Ran (DH Masnisin Iy): Rashi says that if an average person embarrassed, this is worse than if a lowly or honorable person embarrassed. One pays more for embarrassing an honorable person. It seems that this applies to other matters, but regarding rape and seduction, the more lowly the man, the greater the embarrassment.

2.

Rosh: We evaluate the difference of what one would pay for this woman if she was a virgin or not. Each woman is evaluated based on her worth and her family.

3.

Rambam (Hilchos Na'arah Besulah 2:4): Embarrassment is evaluated according to the one who embarrassed and the one who was embarrassed. One who embarrasses a distinguished Na'arah from a family of good lineage is unlike one who embarrasses a poor disgraced minor. A distinguished man who embarrasses is unlike a lowly man who embarrasses.

4.

Rambam (5): The judges evaluate his and her standing and evaluate how much money her father and family would have paid to avoid this from happening. He must pay this much.

5.

Rambam (6): We evaluate blemish based on her beauty. We evaluate her like a slave being sold, and calculate the difference between what one would pay for her if she was a virgin or a non-virgin, to marry her to his slave whose benefit he seeks. He pays this amount.

6.

Rambam (Hilchos Chovel u'Mazik 3:1): Embarrassment is evaluated according to the one who embarrassed and the one who was embarrassed. Being embarrassed by a lowly person is unlike being embarrassed by a great person. The former is greater.

7.

Question (Tosfos 40b DH Kamah): How can we say that a woman from a prestigious family is blemished only like a Shifchah?

8.

Answer (Tosfos): Indeed, we consider how much a master would pay for a woman of her prestige before and after the Bi'ah.
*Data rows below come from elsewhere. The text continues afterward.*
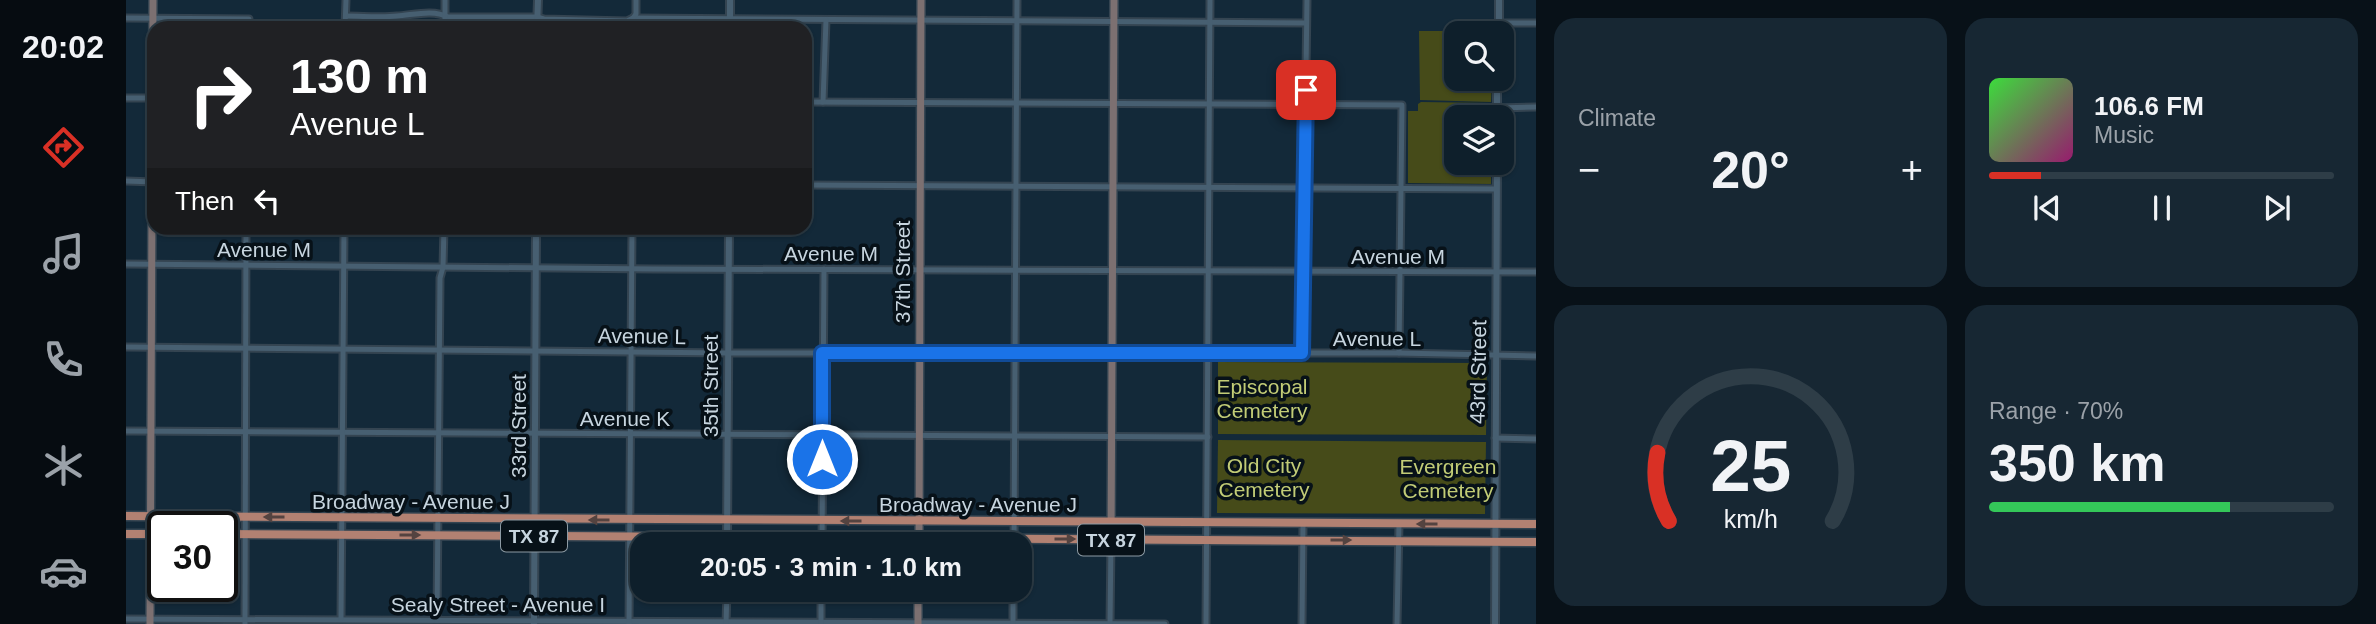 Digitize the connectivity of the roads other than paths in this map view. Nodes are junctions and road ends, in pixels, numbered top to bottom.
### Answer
1 (153, 0) edge
2 (346, 0) edge
3 (445, 0) edge
4 (537, 0) edge
5 (636, 0) edge
6 (730, 0) edge
7 (921, 0) edge
8 (1017, 0) edge
9 (1114, 0) edge
10 (1210, 0) edge
11 (1307, 0) edge
12 (1499, 0) edge
13 (445, 15) junction
14 (346, 16) junction
15 (537, 17) junction
16 (126, 18) edge
17 (633, 18) junction
18 (153, 19) junction
19 (249, 19) dead end
20 (730, 19) junction
21 (826, 20) junction
22 (921, 20) junction
23 (1017, 20) junction
24 (346, 21) edge
25 (445, 21) edge
26 (537, 21) edge
27 (632, 21) edge
28 (1114, 21) junction
29 (1499, 21) edge
30 (1210, 22) junction
31 (1306, 23) junction
32 (1514, 23) edge
33 (1536, 23) edge
34 (126, 98) edge
35 (147, 98) edge
36 (812, 102) edge
37 (823, 102) junction
38 (921, 103) junction
39 (1016, 103) junction
40 (1113, 104) junction
41 (1210, 105) junction
42 (1305, 105) junction
43 (1536, 107) edge
44 (1514, 108) edge
45 (1497, 175) edge
46 (126, 181) edge
47 (147, 182) edge
48 (812, 185) edge
49 (920, 186) junction
50 (1016, 186) junction
51 (1113, 186) junction
52 (1210, 187) junction
53 (1304, 187) junction
54 (1401, 187) junction
55 (1496, 189) junction
56 (152, 235) edge
57 (246, 235) edge
58 (344, 235) edge
59 (444, 235) edge
60 (536, 235) edge
61 (632, 235) edge
62 (729, 235) edge
63 (126, 264) edge
64 (152, 264) junction
65 (246, 265) junction
66 (344, 265) junction
67 (443, 267) junction
68 (536, 268) junction
69 (632, 269) junction
70 (729, 269) junction
71 (824, 269) junction
72 (920, 269) junction
73 (1016, 270) junction
74 (1112, 271) junction
75 (1209, 271) junction
76 (1303, 271) junction
77 (1400, 272) junction
78 (1496, 272) junction
79 (1536, 272) edge
80 (126, 347) edge
81 (152, 347) junction
82 (247, 348) junction
83 (344, 348) junction
84 (439, 349) junction
85 (536, 350) junction
86 (631, 351) junction
87 (1112, 352) junction
88 (728, 353) junction
89 (822, 353) junction
90 (919, 353) junction
91 (1015, 353) junction
92 (1302, 353) junction
93 (1399, 353) junction
94 (1208, 354) junction
95 (1496, 356) junction
96 (1536, 356) edge
97 (126, 431) edge
98 (150, 431) junction
99 (246, 431) junction
100 (342, 432) junction
101 (439, 432) junction
102 (535, 433) junction
103 (631, 433) junction
104 (727, 434) junction
105 (822, 435) junction
106 (919, 435) junction
107 (1014, 436) junction
108 (1111, 436) junction
109 (1208, 437) junction
110 (1495, 438) junction
111 (1536, 439) edge
112 (150, 511) edge
113 (126, 516) edge
114 (147, 516) edge
115 (238, 517) edge
116 (246, 517) junction
117 (342, 518) junction
118 (439, 518) junction
119 (535, 519) junction
120 (630, 520) junction
121 (727, 520) junction
122 (822, 521) junction
123 (919, 522) junction
124 (1015, 522) junction
125 (1111, 523) junction
126 (1207, 523) junction
127 (1303, 524) junction
128 (1399, 524) junction
129 (1495, 524) junction
130 (1536, 524) edge
131 (630, 532) edge
132 (727, 532) edge
133 (822, 532) edge
134 (919, 532) edge
135 (1014, 532) edge
136 (126, 534) edge
137 (147, 534) edge
138 (238, 534) edge
139 (246, 534) junction
140 (342, 535) junction
141 (439, 535) junction
142 (535, 536) junction
143 (630, 537) joint
144 (1111, 540) junction
145 (1207, 540) junction
146 (1303, 540) junction
147 (1399, 540) junction
148 (1495, 541) junction
149 (1032, 542) edge
150 (1536, 542) edge
151 (150, 602) edge
152 (726, 602) edge
153 (821, 602) edge
154 (918, 602) edge
155 (1013, 602) edge
156 (126, 619) edge
157 (341, 619) junction
158 (437, 620) junction
159 (245, 621) edge
160 (150, 622) edge
161 (534, 622) edge
162 (629, 622) edge
163 (726, 623) edge
164 (821, 623) edge
165 (918, 623) edge
166 (1013, 624) edge
167 (1110, 624) edge
168 (1165, 624) edge
169 (1206, 624) edge
170 (1302, 624) edge
171 (1397, 624) edge
172 (1495, 624) edge

1 - 18 main road
2 - 14 street
3 - 13 street
4 - 15 street
5 - 17 street
6 - 20 street
7 - 22 main road, 37th Street
8 - 23 street
9 - 28 main road
10 - 30 street
11 - 31 street
12 - 29 street
13 - 14 street
13 - 15 street
13 - 25 street
14 - 24 street
15 - 17 street
15 - 26 street
16 - 18 street
17 - 20 street
17 - 27 street
18 - 19 street
20 - 21 street
21 - 22 street
21 - 37 street
22 - 23 street
22 - 38 main road, 37th Street
23 - 28 street
23 - 39 street
28 - 30 street
28 - 40 main road
30 - 31 street
30 - 41 street
31 - 42 street
32 - 33 street
34 - 35 street
36 - 37 street
37 - 38 street
38 - 39 street
38 - 49 main road, 37th Street
39 - 40 street
39 - 50 street
40 - 41 street
40 - 51 main road
41 - 42 street
41 - 52 street
42 - 53 street
42 - 54 street
43 - 44 street
45 - 55 street, 43rd Street
46 - 47 street
48 - 49 street
49 - 50 street
49 - 72 main road, 37th Street
50 - 51 street
50 - 73 street
51 - 52 street
51 - 74 main road
52 - 53 street
52 - 75 street
53 - 54 street
53 - 76 street
54 - 55 street
54 - 77 street
55 - 78 street, 43rd Street
56 - 64 main road
57 - 65 street
58 - 66 street
59 - 67 street
60 - 68 street, 33rd Street
61 - 69 street
62 - 70 street, 35th Street
63 - 64 street, Avenue M
64 - 65 street, Avenue M
64 - 81 main road
65 - 66 street, Avenue M
65 - 82 street
66 - 67 street, Avenue M
66 - 83 street
67 - 68 street, Avenue M
67 - 84 street
68 - 69 street, Avenue M
68 - 85 street, 33rd Street
69 - 70 street, Avenue M
69 - 86 street
70 - 71 street, Avenue M
70 - 88 street, 35th Street
71 - 72 street, Avenue M
71 - 89 street
72 - 73 street, Avenue M
72 - 90 main road, 37th Street
73 - 74 street, Avenue M
73 - 91 street
74 - 75 street, Avenue M
74 - 87 main road
75 - 76 street, Avenue M
75 - 94 street
76 - 77 street, Avenue M
76 - 92 street
77 - 78 street, Avenue M
77 - 93 street
78 - 79 street, Avenue M
78 - 95 street, 43rd Street
80 - 81 street, Avenue L
81 - 82 street, Avenue L
81 - 98 main road
82 - 83 street, Avenue L
82 - 99 street
83 - 84 street, Avenue L
83 - 100 street
84 - 85 street, Avenue L
84 - 101 street
85 - 86 street, Avenue L
85 - 102 street, 33rd Street
86 - 88 street, Avenue L
86 - 103 street
87 - 91 street, Avenue L
87 - 94 street, Avenue L
87 - 108 main road
88 - 89 street, Avenue L
88 - 104 street, 35th Street
89 - 90 street, Avenue L
89 - 105 street
90 - 91 street, Avenue L
90 - 106 main road, 37th Street
91 - 107 street
92 - 93 street, Avenue L
92 - 94 street, Avenue L
93 - 95 street, Avenue L
94 - 109 street
95 - 96 street, Avenue L
95 - 110 street, 43rd Street
97 - 98 street, Avenue K
98 - 99 street, Avenue K
98 - 112 main road
99 - 100 street, Avenue K
99 - 116 street
100 - 101 street, Avenue K
100 - 117 street
101 - 102 street, Avenue K
101 - 118 street
102 - 103 street, Avenue K
102 - 119 street, 33rd Street
103 - 104 street, Avenue K
103 - 120 street
104 - 105 street, Avenue K
104 - 121 street, 35th Street
105 - 106 street, Avenue K
105 - 122 street
106 - 107 street, Avenue K
106 - 123 main road, 37th Street
107 - 108 street, Avenue K
107 - 124 street
108 - 109 street, Avenue K
108 - 125 main road
109 - 126 street
110 - 111 street
110 - 129 street, 43rd Street
113 - 114 main road, Broadway - Avenue J / TX 87
115 - 116 main road, Broadway - Avenue J / TX 87
117 -> 116 main road, Broadway - Avenue J / TX 87
116 - 139 street
117 - 118 main road, Broadway - Avenue J / TX 87
117 - 140 street
118 - 119 main road, Broadway - Avenue J / TX 87
118 - 141 street
120 -> 119 main road, Broadway - Avenue J / TX 87
119 - 142 street, 33rd Street
120 - 121 main road, Broadway - Avenue J / TX 87
120 - 131 street
121 - 122 main road, Broadway - Avenue J / TX 87
121 - 132 street, 35th Street
123 -> 122 main road, Broadway - Avenue J / TX 87
122 - 133 street
123 - 124 main road, Broadway - Avenue J / TX 87
123 - 134 main road, 37th Street
124 - 125 main road, Broadway - Avenue J / TX 87
124 - 135 street
125 - 126 main road, Broadway - Avenue J / TX 87
125 - 144 main road
126 - 127 main road, Broadway - Avenue J / TX 87
126 - 145 street
127 - 128 main road, Broadway - Avenue J / TX 87
127 - 146 street
129 -> 128 main road, Broadway - Avenue J / TX 87
128 - 147 street
129 - 130 main road, Broadway - Avenue J / TX 87
129 - 148 street, 43rd Street
136 - 137 main road
138 - 139 main road, Broadway - Avenue J / TX 87
139 - 140 main road, Broadway - Avenue J / TX 87
139 - 159 street
140 -> 141 main road, Broadway - Avenue J / TX 87
140 - 157 street
141 - 142 main road, Broadway - Avenue J / TX 87
141 - 158 street
142 - 143 main road, Broadway - Avenue J / TX 87
142 - 161 street, 33rd Street
143 - 162 street
144 - 145 main road, Broadway - Avenue J / TX 87
149 -> 144 main road, Broadway - Avenue J / TX 87
144 - 167 street
145 - 146 main road, Broadway - Avenue J / TX 87
145 - 169 street
146 -> 147 main road, Broadway - Avenue J / TX 87
146 - 170 street
147 - 148 main road, Broadway - Avenue J / TX 87
147 - 171 street
148 - 150 main road, Broadway - Avenue J / TX 87
148 - 172 street, 43rd Street
151 - 160 main road
152 - 163 street
153 - 164 street
154 - 165 main road
155 - 166 street
156 - 160 street, Sealy Street - Avenue I
157 - 158 street, Sealy Street - Avenue I
157 - 159 street, Sealy Street - Avenue I
158 - 161 street, Sealy Street - Avenue I
159 - 160 street, Sealy Street - Avenue I
161 - 162 street, Sealy Street - Avenue I
162 - 163 street, Sealy Street - Avenue I
163 - 164 street, Sealy Street - Avenue I
164 - 165 street, Sealy Street - Avenue I
165 - 166 street, Sealy Street - Avenue I
166 - 167 street, Sealy Street - Avenue I
167 - 168 street, Sealy Street - Avenue I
The Gemara discusses a Shifchah only because it is not common to marry a princess to one's slave.

i.

Drishah (EH 177:6 and Bach DH u'Mah she'Chosav Pegam): Normally, a man does not pay a woman to marry himself or his son. Rather, she brings a dowry! Therefore, it discusses a slave. Alternatively, it is a big stringency against the seducer to consider how much one would pay to marry her to his slave. One would not need to pay so much to marry her himself.

(c)

Poskim

1.

Shulchan Aruch (EH 177:1): If one seduced a Besulas Yisrael (Rema - from three years until Bagrus), he pays embarrassment, blemish and a fine.

i.

Taz (2): If the girl was lewd, her embarrassment is smaller than that of a Tzenu'ah Bas Yisrael. It seems that even if we see her act lewdly afterwards, we may assume that she was this way even beforehand. We learn from Bava Kama. Even though the woman herself uncovered her hair, R. Akiva obligated the man to pay 400 Zuz because a person is allowed to harm himself. If not, he would have been exempt. We do not say that only now she began to act immodestly!

2.

Shulchan Aruch (CM 420:24): Embarrassment is evaluated according to the one who embarrassed and the one who was embarrassed. Being embarrassed by a lowly person is unlike being embarrassed by a great person. The former is greater.

3.

Rema: Similarly, if a more dignified person is embarrassed, the embarrassment is greater. If a Kohen was embarrassed, the embarrassment is greater than that of someone else.

i.

Question (SMA 25 and Prishah EH 177:5): Rashi (Kesuvos 40a) and the Ran both say that (in matters other than rape or seduction) the greatest embarrassment is from an average person. The Tur and Shulchan Aruch are unlike either of them!

ii.

Answer (Prishah CM 420 and Gra 420:30): The Tur and Shulchan Aruch are like Rashi in Bava Kama (83b DH ha'Kol) and the Rambam.

iii.

Bach (DH Boshes): Perhaps Rashi in Kesuvos meant that embarrassment is greatest from an average person only regarding rape or seduction. (This would resolve the contradiction in Rashi.) However, this is totally opposite to the Ran!